Hildegard von Bingen fue una monja benedictina alemana del siglo XII que, entre otras actividades a las que se dedicó, destacó como compositora, escritora mística, visionaria y poetisa. Vivió en una zona estratégicamente situada, en el corazón de Alemania, relativamente próxima, por el norte, a Coblenza o Colonia; por el este, a Maguncia, Wiesbaden o Frankfurt; por el oeste, a Tréveris o Luxemburgo; y por el sur, a Worms, Mannheim o Heidelberg.

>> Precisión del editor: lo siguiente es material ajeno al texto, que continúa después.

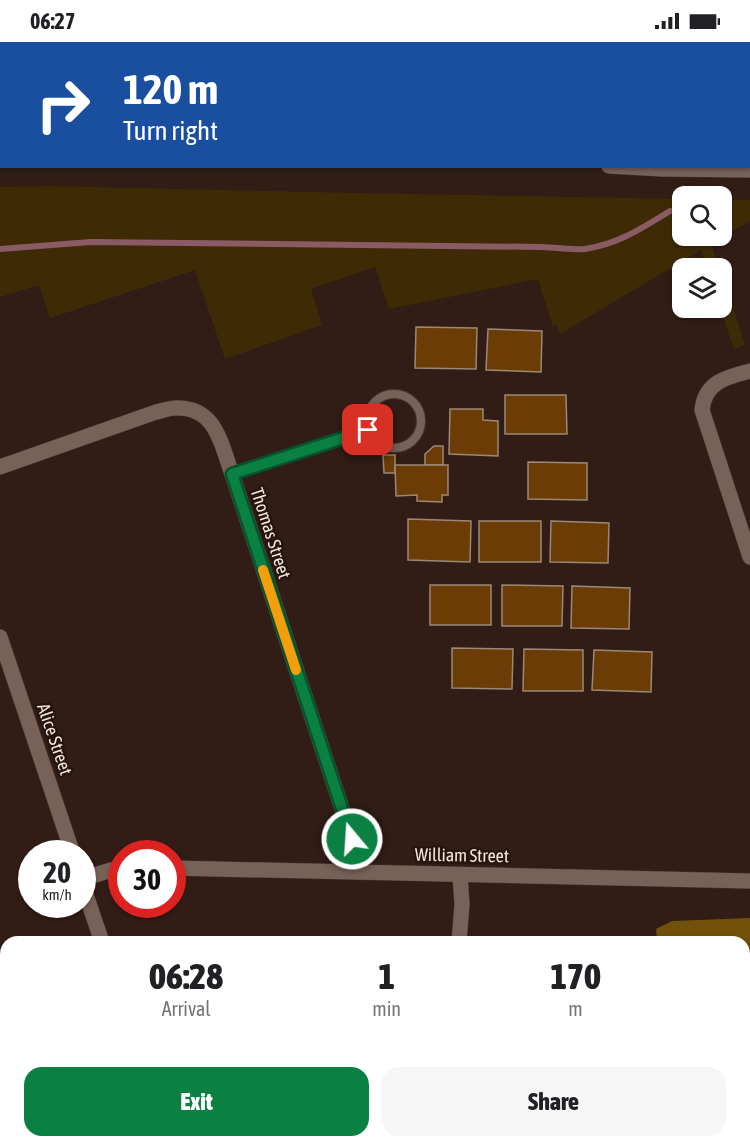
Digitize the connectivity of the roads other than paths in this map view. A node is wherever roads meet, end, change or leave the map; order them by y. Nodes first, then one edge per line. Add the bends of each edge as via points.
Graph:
1 (644, 168) edge
2 (750, 170) edge
3 (750, 371) edge
4 (368, 430) junction
5 (0, 467) edge
6 (232, 474) junction
7 (750, 557) edge
8 (0, 637) edge
9 (68, 840) edge
10 (186, 868) edge
11 (357, 872) junction
12 (460, 875) junction
13 (750, 881) edge
14 (94, 918) edge
15 (100, 936) edge
16 (459, 936) edge

1 - 2 street
3 - 7 street via 715,384 707,391 702,410
4 - 4 lane via 369,410 378,399 390,394 405,396 416,405 418,433 403,447 382,446
4 - 6 lane
5 - 6 street, Thomas Street via 174,408 198,411 208,418
6 - 11 street, Thomas Street via 352,839
8 - 9 street, Alice Street
10 - 11 street, William Street
11 - 12 street, William Street
12 - 13 street, William Street
12 - 16 street
14 - 15 street

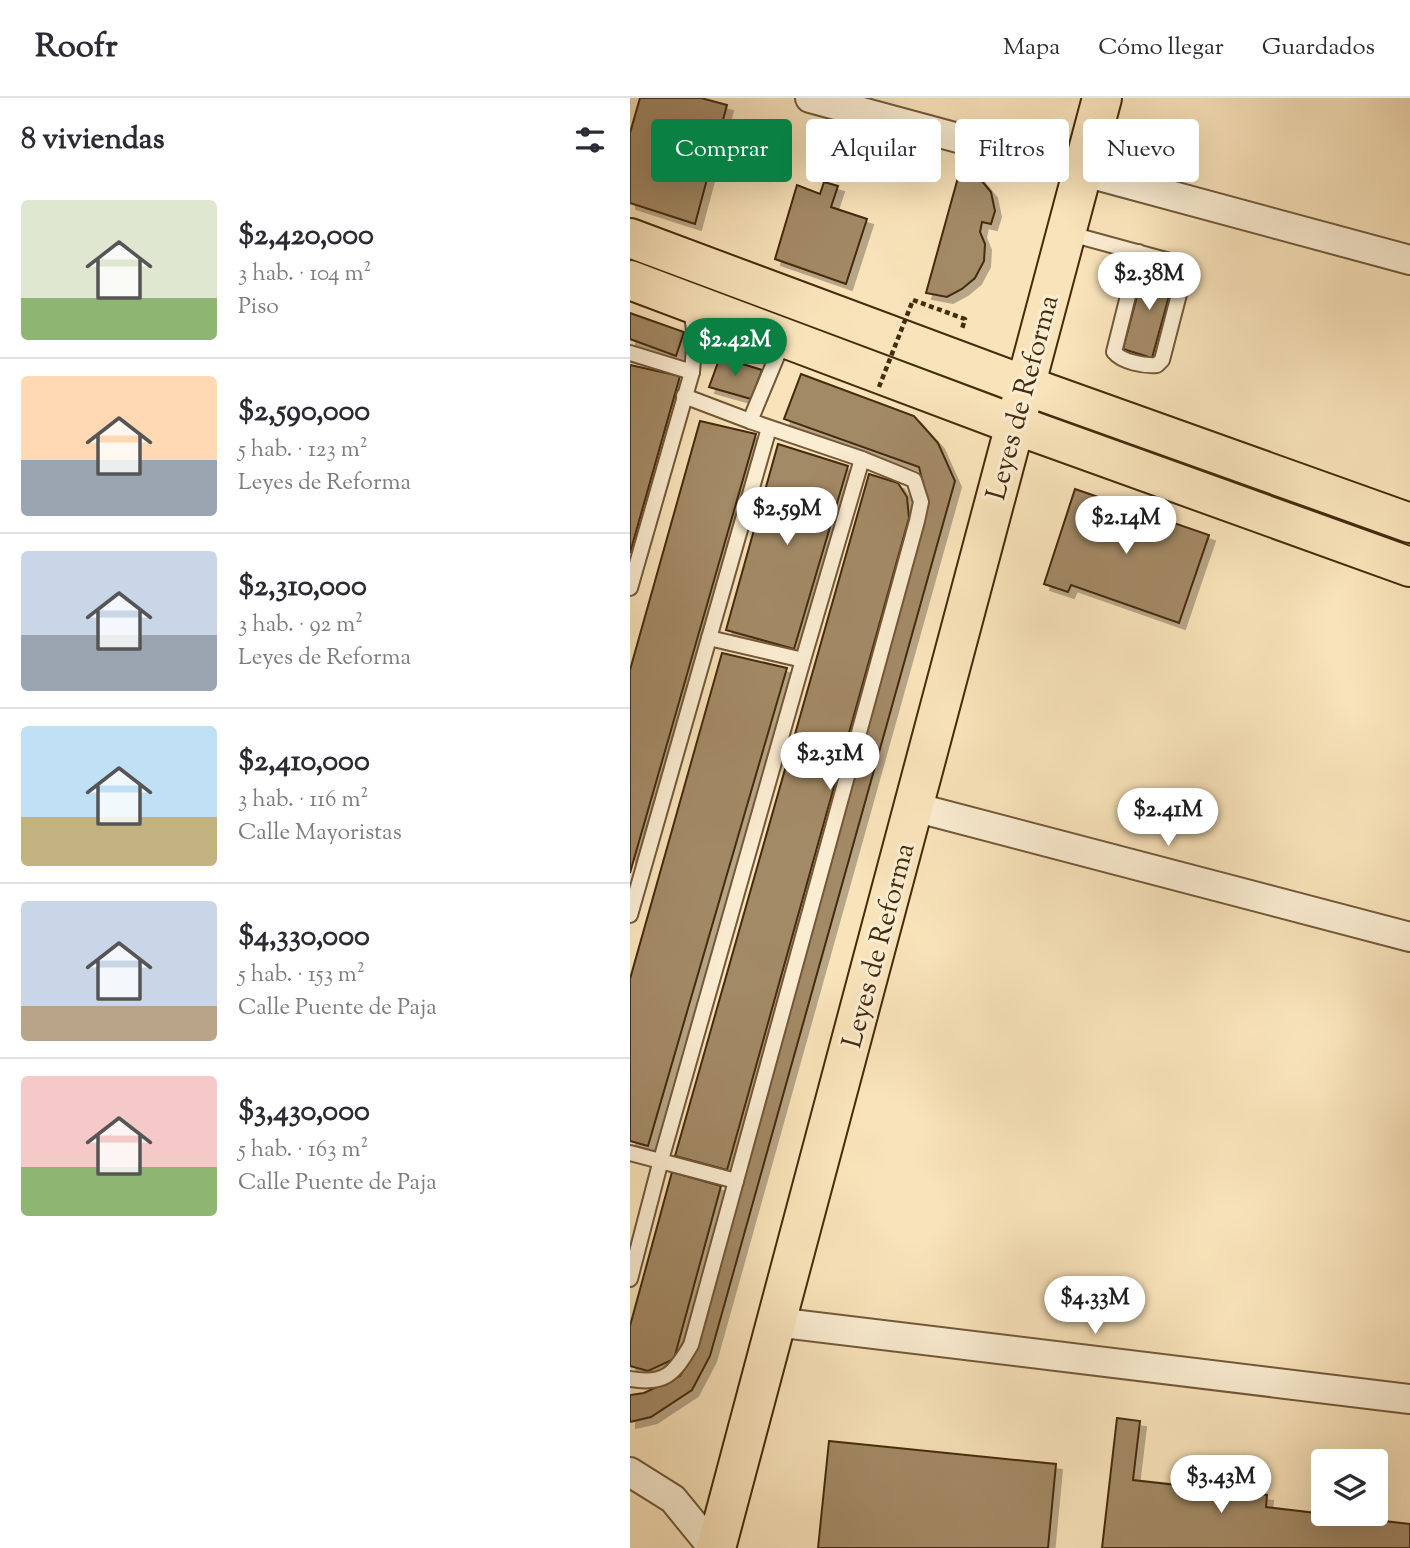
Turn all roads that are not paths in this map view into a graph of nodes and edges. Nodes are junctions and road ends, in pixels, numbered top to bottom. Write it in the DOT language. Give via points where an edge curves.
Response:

Nació en 1098 en Bermersheim vor der Höhe, cerca de Alzey, en el Palatinado. Murió en el Rupertsberg (o “monte de Ruperto”), muy cerca de la localidad de Bingen del Rhin, patronímico por el que hoy se le conoce, el 17 de septiembre de 1179.
Procedente de la nobleza, era la décima hija de Hildeberto y Mechtild, quienes la destinaron al servicio de la Iglesia al cumplir los ocho años, haciéndole ingresar como novicia en el convento de clausura benedictino de Disibodenberg, localidad situada a orillas del río Nahe. Según parece, en este cenobio recibió una excelente educación de mano de su entonces abadesa, hermana del conde Meginhardo, Jutta von Spanheim.
Le fue impuesto el velo a los quince años, lo que quiere decir que profesó como monja en 1113. En estos años llevó una vida de estudio, tranquila y sin incidentes, hasta que aparecieron sus primeras visiones y revelaciones. A la muerte de Jutta, en 1136, Hildegard le sucedió como monja superiora del monasterio de Disibodenberg. Fue por entonces (hacia 1141) cuando Hildegard sintió el encargo divino de poner por escrito el contenido de sus visiones —tarea en la que le ayudó su querido secretario, el monje Volmar—, las cuales recogió en su obra titulada Scivias, o lo que es lo mismo, Sciens vias Domini (“El que conoce los caminos del Señor”).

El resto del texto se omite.